Which one of the following treatments has been shown to improve the quality of life for a patient with tinnitus? A) Antidepressant therapy B) Ginkgo biloba C) Niacin D) Vitamin B12 E) Cognitive-behavioral therapy
ANSWER: E
Treatments to reduce awareness of tinnitus and tinnitus-related distress include cognitive-behavioral
therapy, acoustic stimulation, and educational counseling. No medications, supplements, or herbal
remedies have been shown to substantially reduce the severity of tinnitus.
A 28-year-old female who was recently diagnosed with polycystic ovary syndrome presents to
discuss treatment of irregular menses. She has 2–3 menstrual periods every 6 months that happen
at irregular times and can often produce heavy bleeding. She is not obese and has no significant
acne or hirsutism. She does not desire pregnancy and her primary goal is to decrease the heavy
menstrual bleeding.
Which one of the following would be the most effective initial recommendation?
A) Dietary modifications aimed at weight loss
B) Clomiphene
C) Metformin (Glucophage)
D) Spironolactone (Aldactone)
E) Placement of a levonorgestrel IUD (Mirena)
ANSWER: E
Polycystic ovary syndrome can significantly affect multiple organ systems, and menstrual irregularities
from anovulatory cycles are very common. Treatment should be based on the patient’s goals and modified
based on her desire for fertility. In a patient who is not interested in near-term fertility and whose goal is
to control menstrual irregularities, a levonorgestrel IUD is most likely to reduce the frequency, duration,
and volume of bleeding. Metformin is used to treat insulin resistance, dietary modifications are used to
treat obesity, spironolactone can be used to treat hirsutism or acne, and clomiphene is used to induce
ovulation and fertility.
A 6-month-old male is brought to the urgent care center with a 3-day history of rhinorrhea,
cough, and increased respiratory effort. His temperature is 37.5°C (99.5°F), his heart rate is
120 beats/min, his respiratory rate is 42/min, and his oxygen saturation is 96% on room air. On
examination the child appears well hydrated with clear secretions from his nasal passages, there
is diffuse wheezing heard bilaterally, and there is no nasal flaring or retractions. The mother
states that the child has a decreased appetite but is drinking a normal amount of fluids.

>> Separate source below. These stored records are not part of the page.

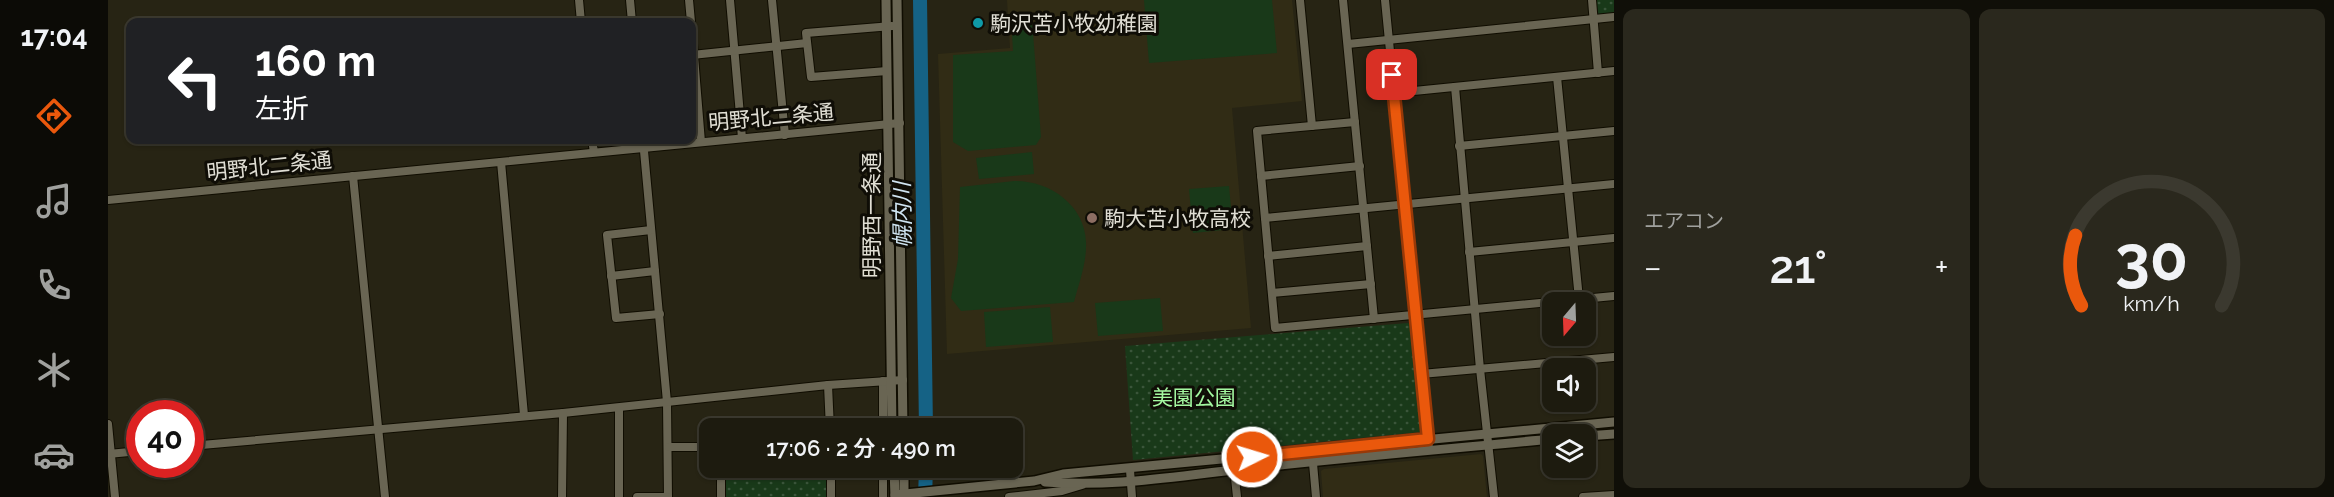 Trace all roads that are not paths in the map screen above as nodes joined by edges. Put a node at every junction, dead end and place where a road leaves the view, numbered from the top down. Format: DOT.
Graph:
graph roads {
  1 [pos="579,0"];
  2 [pos="630,0"];
  3 [pos="688,0"];
  4 [pos="730,0"];
  5 [pos="772,0"];
  6 [pos="886,0"];
  7 [pos="897,0"];
  8 [pos="1300,0"];
  9 [pos="1343,0"];
  10 [pos="1385,0"];
  11 [pos="1592,0"];
  12 [pos="1614,17"];
  13 [pos="581,18"];
  14 [pos="632,18"];
  15 [pos="690,18"];
  16 [pos="1594,19"];
  17 [pos="897,25"];
  18 [pos="886,26"];
  19 [pos="1389,40"];
  20 [pos="807,43"];
  21 [pos="1348,44"];
  22 [pos="777,45"];
  23 [pos="736,51"];
  24 [pos="696,54"];
  25 [pos="887,71"];
  26 [pos="1614,71"];
  27 [pos="1598,73"];
  28 [pos="1557,77"];
  29 [pos="696,87"];
  30 [pos="1455,87"];
  31 [pos="1394,93"];
  32 [pos="1355,122"];
  33 [pos="900,123"];
  34 [pos="889,124"];
  35 [pos="1312,126"];
  36 [pos="1614,131"];
  37 [pos="785,135"];
  38 [pos="1562,137"];
  39 [pos="742,138"];
  40 [pos="696,142"];
  41 [pos="701,142"];
  42 [pos="593,144"];
  43 [pos="638,144"];
  44 [pos="643,144"];
  45 [pos="1459,146"];
  46 [pos="594,152"];
  47 [pos="501,162"];
  48 [pos="1360,166"];
  49 [pos="352,176"];
  50 [pos="1261,176"];
  51 [pos="1614,184"];
  52 [pos="1568,189"];
  53 [pos="1463,199"];
  54 [pos="108,200"];
  55 [pos="1405,204"];
  56 [pos="1364,208"];
  57 [pos="1265,218"];
  58 [pos="651,230"];
  59 [pos="1614,238"];
  60 [pos="1574,243"];
  61 [pos="1367,246"];
  62 [pos="1469,252"];
  63 [pos="1268,256"];
  64 [pos="655,272"];
  65 [pos="611,276"];
  66 [pos="1371,284"];
  67 [pos="1578,292"];
  68 [pos="1272,294"];
  69 [pos="1614,296"];
  70 [pos="1596,298"];
  71 [pos="1542,303"];
  72 [pos="1475,310"];
  73 [pos="660,314"];
  74 [pos="1415,315"];
  75 [pos="1374,319"];
  76 [pos="1614,357"];
  77 [pos="1480,369"];
  78 [pos="1421,374"];
  79 [pos="903,380"];
  80 [pos="887,381"];
  81 [pos="828,385"];
  82 [pos="667,402"];
  83 [pos="618,408"];
  84 [pos="563,413"];
  85 [pos="524,415"];
  86 [pos="830,418"];
  87 [pos="884,418"];
  88 [pos="891,418"];
  89 [pos="903,418"];
  90 [pos="1614,422"];
  91 [pos="108,424"];
  92 [pos="379,428"];
  93 [pos="1487,433"];
  94 [pos="1614,434"];
  95 [pos="1596,435"];
  96 [pos="1428,439"];
  97 [pos="1542,440"];
  98 [pos="204,445"];
  99 [pos="1488,445"];
  100 [pos="669,447"];
  101 [pos="699,447"];
  102 [pos="1429,450"];
  103 [pos="126,452"];
  104 [pos="109,454"];
  105 [pos="1312,457"];
  106 [pos="1233,459"];
  107 [pos="1130,470"];
  108 [pos="1234,470"];
  109 [pos="721,478"];
  110 [pos="831,478"];
  111 [pos="883,478"];
  112 [pos="897,478"];
  113 [pos="903,478"];
  114 [pos="1034,482"];
  115 [pos="1130,483"];
  116 [pos="1083,485"];
  117 [pos="1614,495"];
  118 [pos="902,496"];
  119 [pos="115,497"];
  120 [pos="385,497"];
  121 [pos="562,497"];
  122 [pos="619,497"];
  123 [pos="637,497"];
  124 [pos="668,497"];
  125 [pos="721,497"];
  126 [pos="831,497"];
  127 [pos="883,497"];
  128 [pos="1009,497"];
  129 [pos="1132,497"];
  130 [pos="1237,497"];
  131 [pos="1316,497"];
  132 [pos="1494,497"];
  133 [pos="1583,497"];
  1 -- 13 [label="street"];
  2 -- 14 [label="street"];
  3 -- 15 [label="street"];
  4 -- 23 [label="street"];
  5 -- 22 [label="street"];
  6 -- 18 [label="street, 明野西一条通"];
  7 -- 17 [label="street, 明野西一条通"];
  8 -- 35 [label="street"];
  9 -- 21 [label="street"];
  10 -- 19 [label="street"];
  11 -- 16 [label="street"];
  12 -- 16 [label="street"];
  16 -- 19 [label="street"];
  16 -- 27 [label="street"];
  17 -- 18 [label="street"];
  17 -- 33 [label="street, 明野西一条通"];
  18 -- 20 [label="street"];
  18 -- 25 [label="street, 明野西一条通"];
  19 -- 21 [label="street"];
  19 -- 31 [label="street"];
  20 -- 22 [label="street"];
  20 -- 25 [label="street"];
  21 -- 32 [label="street"];
  22 -- 23 [label="street"];
  22 -- 37 [label="street"];
  23 -- 24 [label="street"];
  23 -- 39 [label="street"];
  25 -- 34 [label="street, 明野西一条通"];
  26 -- 27 [label="street"];
  27 -- 28 [label="street"];
  28 -- 30 [label="street"];
  28 -- 38 [label="street"];
  29 -- 41 [label="street"];
  30 -- 31 [label="street"];
  30 -- 45 [label="street"];
  31 -- 55 [label="street"];
  32 -- 35 [label="street"];
  32 -- 48 [label="street"];
  33 -- 34 [label="street, 明野北二条通"];
  33 -- 79 [label="street, 明野西一条通"];
  34 -- 37 [label="street, 明野北二条通"];
  34 -- 80 [label="street, 明野西一条通"];
  35 -- 50 [label="street"];
  36 -- 38 [label="street"];
  37 -- 39 [label="street, 明野北二条通"];
  38 -- 45 [label="street"];
  38 -- 52 [label="street"];
  39 -- 41 [label="street, 明野北二条通"];
  40 -- 41 [label="street, 明野北二条通"];
  42 -- 46 [label="street"];
  43 -- 46 [label="street, 明野北二条通"];
  44 -- 58 [label="street"];
  45 -- 53 [label="street"];
  46 -- 47 [label="street, 明野北二条通"];
  47 -- 49 [label="street, 明野北二条通"];
  47 -- 85 [label="street"];
  48 -- 50 [label="street"];
  48 -- 56 [label="street"];
  49 -- 54 [label="street, 明野北二条通"];
  49 -- 92 [label="street"];
  50 -- 57 [label="street"];
  51 -- 52 [label="street"];
  52 -- 53 [label="street"];
  52 -- 60 [label="street"];
  53 -- 55 [label="street"];
  53 -- 62 [label="street"];
  55 -- 56 [label="street"];
  55 -- 74 [label="street"];
  56 -- 57 [label="street"];
  56 -- 61 [label="street"];
  57 -- 63 [label="street"];
  58 -- 64 [label="street"];
  58 -- 65 [label="street"];
  59 -- 60 [label="street"];
  60 -- 62 [label="street"];
  60 -- 67 [label="street"];
  61 -- 63 [label="street"];
  61 -- 66 [label="street"];
  62 -- 72 [label="street"];
  63 -- 68 [label="street"];
  64 -- 65 [label="street"];
  64 -- 73 [label="street"];
  65 -- 73 [label="street"];
  66 -- 68 [label="street"];
  66 -- 75 [label="street"];
  68 -- 75 [label="street"];
  69 -- 70 [label="street"];
  71 -- 72 [label="street"];
  72 -- 74 [label="street"];
  72 -- 77 [label="street"];
  73 -- 82 [label="street"];
  74 -- 75 [label="street"];
  74 -- 78 [label="street"];
  76 -- 77 [label="street"];
  77 -- 78 [label="street"];
  77 -- 93 [label="street"];
  78 -- 96 [label="street"];
  79 -- 80 [label="street"];
  79 -- 89 [label="street, 明野西一条通"];
  80 -- 81 [label="street"];
  80 -- 87 [label="street"];
  80 -- 88 [label="street, 明野西一条通"];
  81 -- 82 [label="street"];
  81 -- 86 [label="street"];
  82 -- 83 [label="street"];
  82 -- 100 [label="street"];
  83 -- 84 [label="street"];
  83 -- 122 [label="street"];
  84 -- 85 [label="street"];
  84 -- 121 [label="street"];
  85 -- 92 [label="street"];
  90 -- 93 [label="street"];
  91 -- 104 [label="street"];
  92 -- 98 [label="street"];
  92 -- 120 [label="street"];
  93 -- 96 [label="street"];
  93 -- 99 [label="street"];
  94 -- 95 [label="street"];
  96 -- 102 [label="street"];
  96 -- 105 [label="street"];
  97 -- 99 [label="street"];
  99 -- 102 [label="street"];
  99 -- 132 [label="street"];
  100 -- 101 [label="street"];
  100 -- 124 [label="street"];
  102 -- 105 [label="street"];
  103 -- 104 [label="street"];
  104 -- 119 [label="street"];
  105 -- 106 [label="street"];
  105 -- 108 [label="street"];
  105 -- 131 [label="street"];
  106 -- 107 [label="street"];
  106 -- 108 [label="street"];
  107 -- 114 [label="street"];
  107 -- 115 [label="street"];
  108 -- 115 [label="street"];
  108 -- 130 [label="street"];
  109 -- 125 [label="street"];
  110 -- 126 [label="street"];
  111 -- 127 [label="street"];
  112 -- 118 [label="street"];
  113 -- 118 [label="street"];
  114 -- 116 [label="street"];
  114 -- 118 [label="street"];
  115 -- 116 [label="street"];
  115 -- 129 [label="street"];
  116 -- 128 [label="street"];
  117 -- 133 [label="street"];
  123 -- 124 [label="street"];
}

Which one of the following would be the most appropriate management for this patient?
A) Supportive therapy only
B) Bronchodilators
C) A corticosteroid taper
D) Epinephrine
E) Nebulized hypertonic saline
ANSWER: A
This patient’s symptoms and the examination suggest viral bronchiolitis. Supportive therapy, including
adequate hydration, is recommended for treatment. Treatment with bronchodilators, epinephrine,
hypertonic saline, or corticosteroids is not indicated (SOR A).